THE INPUT
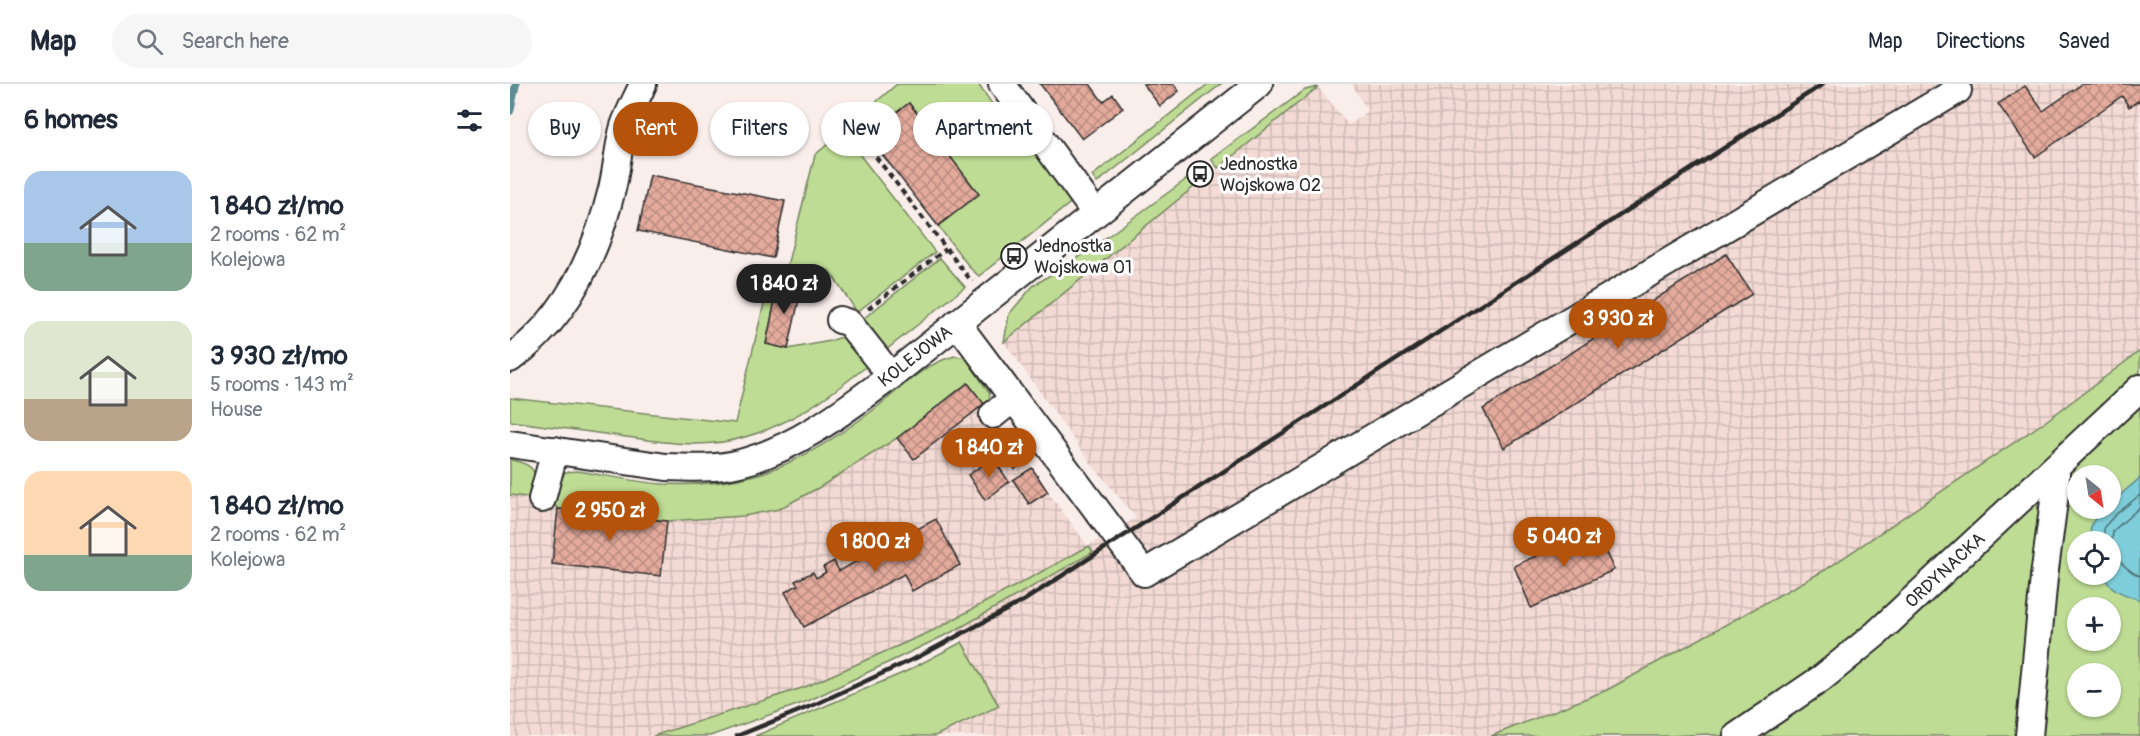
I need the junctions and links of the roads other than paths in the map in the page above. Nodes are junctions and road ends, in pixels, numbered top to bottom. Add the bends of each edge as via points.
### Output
1 (643, 84) edge
2 (1002, 84) edge
3 (1259, 84) edge
4 (1958, 90) dead end
5 (1095, 213) junction
6 (846, 323) road end
7 (957, 323) junction
8 (510, 359) edge
9 (891, 376) junction
10 (2140, 388) edge
11 (1013, 399) junction
12 (993, 415) dead end
13 (510, 444) edge
14 (555, 450) junction
15 (2056, 467) junction
16 (542, 499) dead end
17 (1737, 736) edge
18 (2029, 736) edge

1 - 8 street via 624,128 612,192 592,255 545,327
2 - 5 street
3 - 5 street, KOLEJOWA
4 - 11 street via 1144,573
5 - 7 street, KOLEJOWA
6 - 9 street
7 - 9 street, KOLEJOWA
7 - 11 street
9 - 14 street, KOLEJOWA via 843,412 790,444 739,463 666,467
10 - 15 street, ORDYNACKA
11 - 12 street
13 - 14 street, KOLEJOWA
14 - 16 street
15 - 17 street, ORDYNACKA via 1877,633 1822,678
15 - 18 street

WHAT THIS TASK INVOLVES
Give the records again exactly, pictures left out.

RESPONSE AREA
I need the junctions and links of the roads other than paths in the map in the page above. Nodes are junctions and road ends, in pixels, numbered top to bottom. Add the bends of each edge as via points.
### Output
1 (643, 84) edge
2 (1002, 84) edge
3 (1259, 84) edge
4 (1958, 90) dead end
5 (1095, 213) junction
6 (846, 323) road end
7 (957, 323) junction
8 (510, 359) edge
9 (891, 376) junction
10 (2140, 388) edge
11 (1013, 399) junction
12 (993, 415) dead end
13 (510, 444) edge
14 (555, 450) junction
15 (2056, 467) junction
16 (542, 499) dead end
17 (1737, 736) edge
18 (2029, 736) edge

1 - 8 street via 624,128 612,192 592,255 545,327
2 - 5 street
3 - 5 street, KOLEJOWA
4 - 11 street via 1144,573
5 - 7 street, KOLEJOWA
6 - 9 street
7 - 9 street, KOLEJOWA
7 - 11 street
9 - 14 street, KOLEJOWA via 843,412 790,444 739,463 666,467
10 - 15 street, ORDYNACKA
11 - 12 street
13 - 14 street, KOLEJOWA
14 - 16 street
15 - 17 street, ORDYNACKA via 1877,633 1822,678
15 - 18 street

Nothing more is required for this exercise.